__EXERCISE OBJECTIVE__.
Transcribe the records below word for word, leaving every picture out.

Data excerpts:
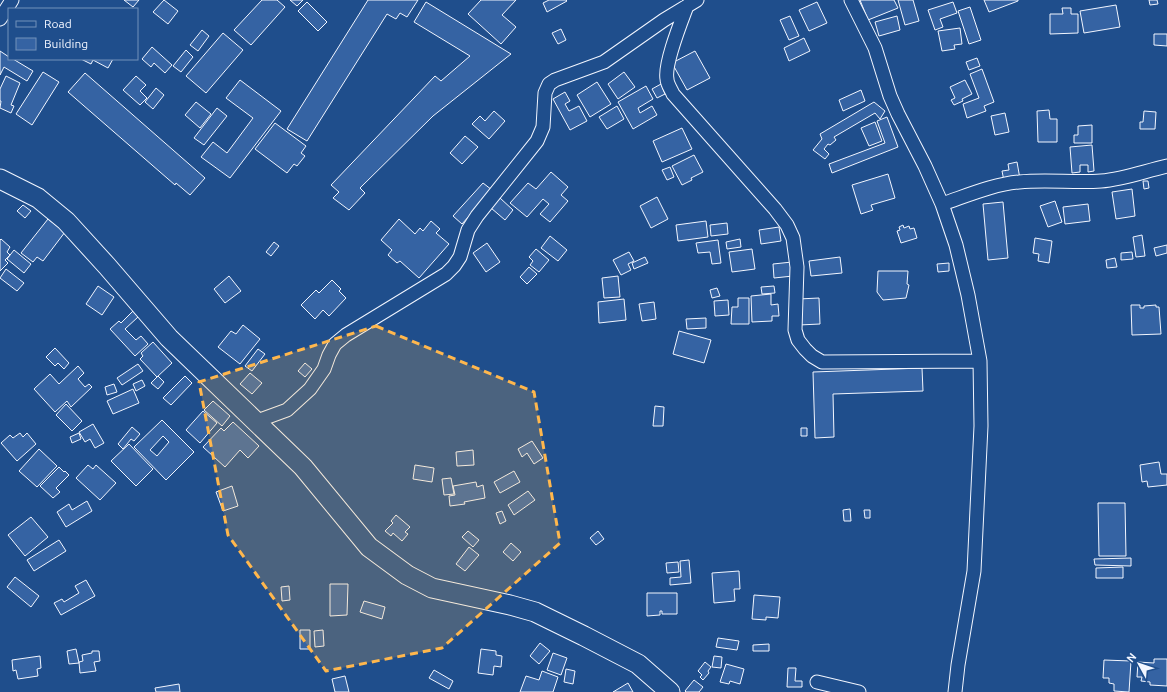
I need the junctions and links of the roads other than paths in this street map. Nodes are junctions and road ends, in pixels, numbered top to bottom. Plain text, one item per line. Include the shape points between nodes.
1 (12, 0) edge
2 (851, 0) edge
3 (692, 3) edge
4 (0, 19) edge
5 (1167, 166) edge
6 (0, 179) edge
7 (942, 204) junction
8 (980, 361) junction
9 (256, 421) junction
10 (817, 682) dead end
11 (670, 692) edge
12 (859, 692) edge
13 (955, 692) edge

1 - 4 street
2 - 7 street via 875,48 898,114
3 - 8 street via 680,24 666,79 673,94 787,225 793,238 797,267 795,330 798,340 805,349 822,362
3 - 9 street via 604,62 549,84 545,93 543,127 537,141 477,216 468,230 460,257 454,266 446,274 346,335 335,344 324,369 310,389 287,410
5 - 7 street via 1100,181 1017,182
6 - 9 street via 38,198 66,221 169,338
7 - 8 street via 956,245
8 - 13 street via 981,426 974,571
9 - 11 street via 303,467 369,547 407,575 432,588 535,612 638,664
10 - 12 street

__TASK ANSWER__.
I need the junctions and links of the roads other than paths in this street map. Nodes are junctions and road ends, in pixels, numbered top to bottom. Plain text, one item per line. Include the shape points between nodes.
1 (12, 0) edge
2 (851, 0) edge
3 (692, 3) edge
4 (0, 19) edge
5 (1167, 166) edge
6 (0, 179) edge
7 (942, 204) junction
8 (980, 361) junction
9 (256, 421) junction
10 (817, 682) dead end
11 (670, 692) edge
12 (859, 692) edge
13 (955, 692) edge

1 - 4 street
2 - 7 street via 875,48 898,114
3 - 8 street via 680,24 666,79 673,94 787,225 793,238 797,267 795,330 798,340 805,349 822,362
3 - 9 street via 604,62 549,84 545,93 543,127 537,141 477,216 468,230 460,257 454,266 446,274 346,335 335,344 324,369 310,389 287,410
5 - 7 street via 1100,181 1017,182
6 - 9 street via 38,198 66,221 169,338
7 - 8 street via 956,245
8 - 13 street via 981,426 974,571
9 - 11 street via 303,467 369,547 407,575 432,588 535,612 638,664
10 - 12 street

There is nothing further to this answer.